Fund supported: 国家自然科学基金资助项目(61872143);上海市申康医院发展中心临床科技创新资助项目(SHDC2018X16);上海市卫生健康委员会卫生行业临床研究专项课题资助项目(20204Y0218)

作者简介 About authors

陈志刚(1996—),男,硕士生,从事医学图像处理、多模态机器学习研究.orcid.org/0000-0002-8791-8310.E-mail:zhigang_xs@163.com , E-mail:zhigang_xs@163.com

摘要

针对后囊膜混浊并发症发病周期长、筛查范围广的问题,提出利用多模态机器学习预测后囊膜混浊并发症的计算机辅助诊断方法. 对后照影像进行感兴趣区域(ROI)提取和白色反光区域填充,所构建的异构低秩多模态融合网络(HLMF)能同时输入后照影像和视觉质量参数进行特征提取与融合,HLMF模型基于通道积融合多模态信息;采用卷积核参数低秩分解解决过拟合问题;选用Focal Loss损失函数解决类别不均衡的问题;在训练过程中还采用预训练和模态腐蚀的训练方法,使模型更好地提取单一模态的特征并进行融合. 该算法在后囊膜混浊数据集上的十折交叉验证准确率为95.63%,F1分数为96.72%. 实验结果表明,所提算法能较好地提取单模态特征并进行特征融合,相比于其他多模态融合模型有更好的性能.

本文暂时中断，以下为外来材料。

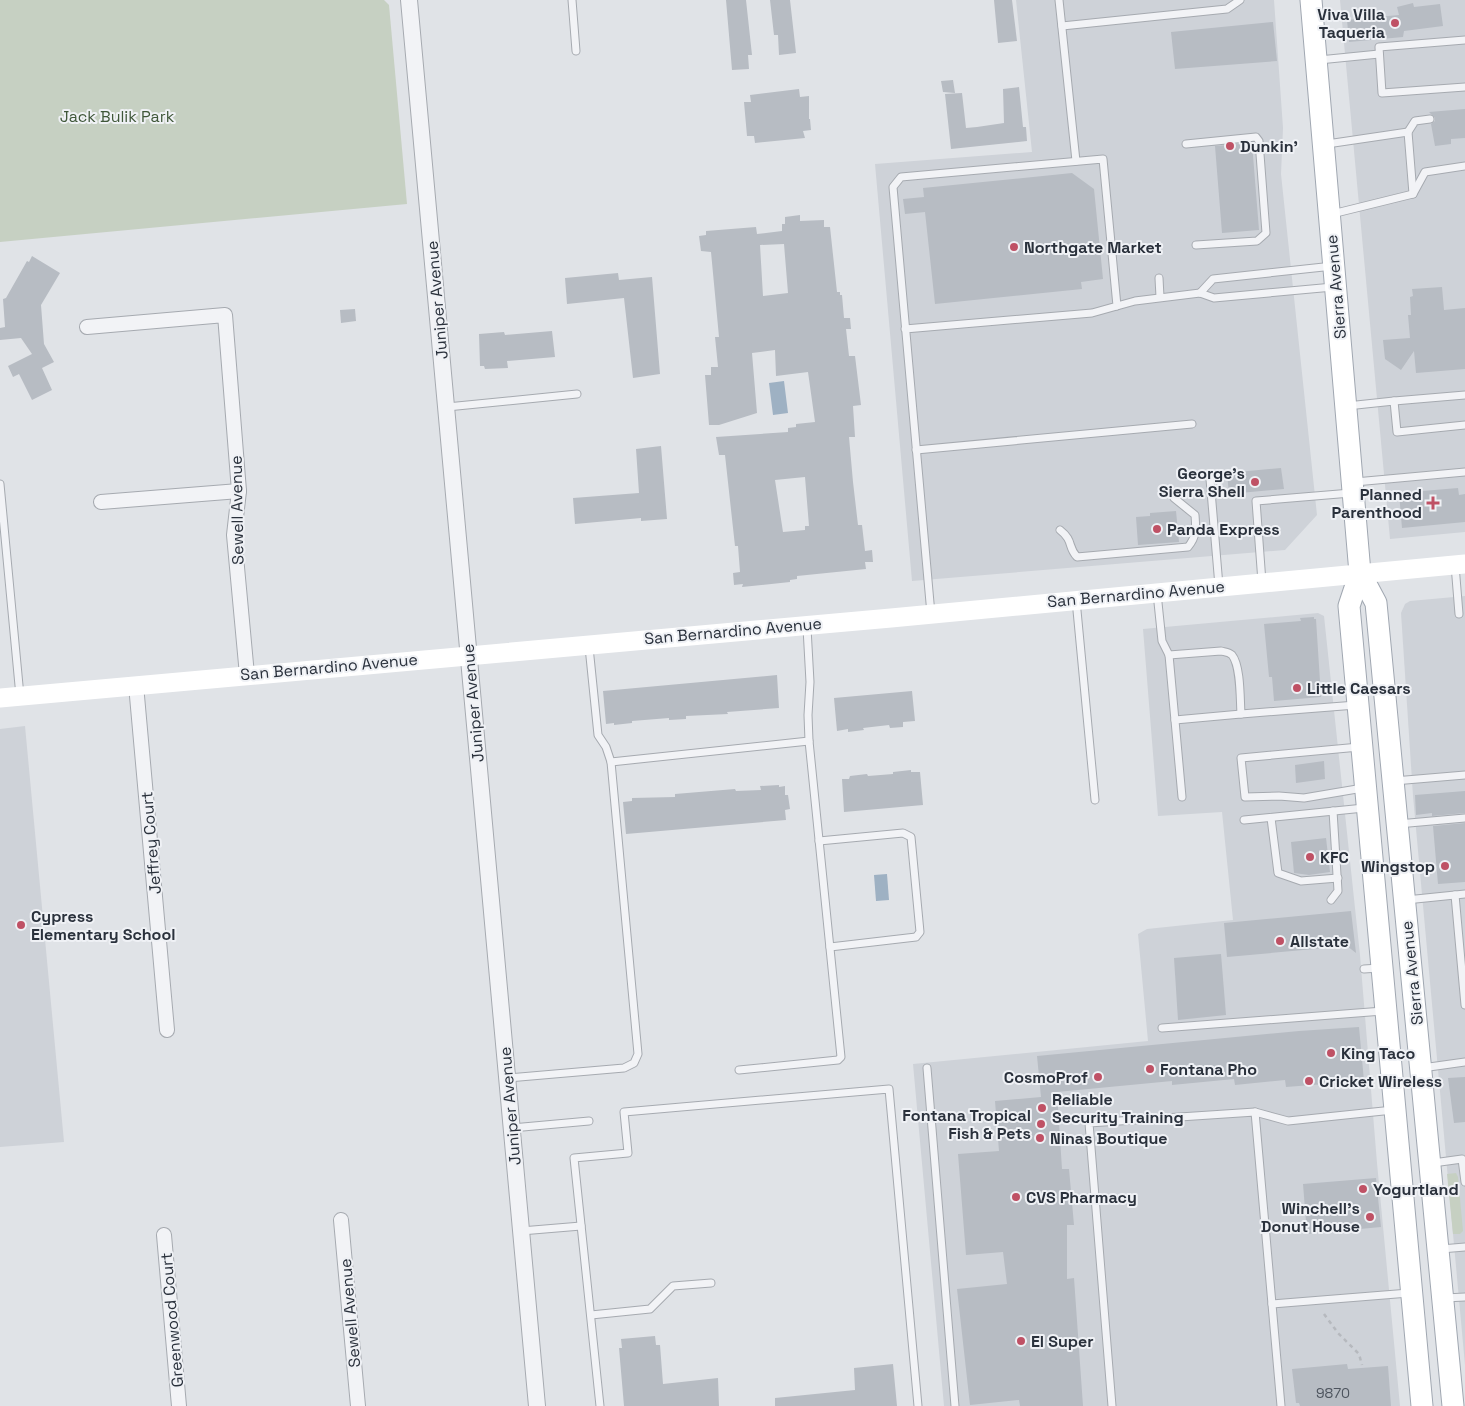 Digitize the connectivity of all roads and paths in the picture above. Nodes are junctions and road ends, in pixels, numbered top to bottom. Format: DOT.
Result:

关键词: 异构 ; 低秩分解 ; 多模态融合 ; 后照影像 ; 后囊膜混浊 ; 计算机辅助诊断

Abstract

A computer-aided diagnosis method for posterior capsular opacification using multimodal machine learning was proposed for the long incidence cycle and wide screening range of the complication of posterior capsular opacification. The region of interest (ROI) was extracted and the white reflective region was filled on the retro-illumination image. Retro-illumination image and visual quality data can be input into constructed heterogeneous low-rank multimodal fusion network (HLMF) simultaneously for performing feature extraction and fusion, and multimodal information was fused based on channel product. Overfitting problem was solved by low-rank decomposition of convolution kernel parameters, and the Focal Loss was chosen to solve the problem of uneven category. The pre-training and corrupted augmentation methods were used in the training process to better extract and fuse the features of single modality. The accuracy and F1 score of 10-fold cross-validation of the algorithm on the posterior capsule opacification dataset were 95.63% and 96.72%, respectively. Experimental results show that the proposed algorithm can extract single modality features and perform feature fusion well, and has better performance compared with other multimodal fusion models.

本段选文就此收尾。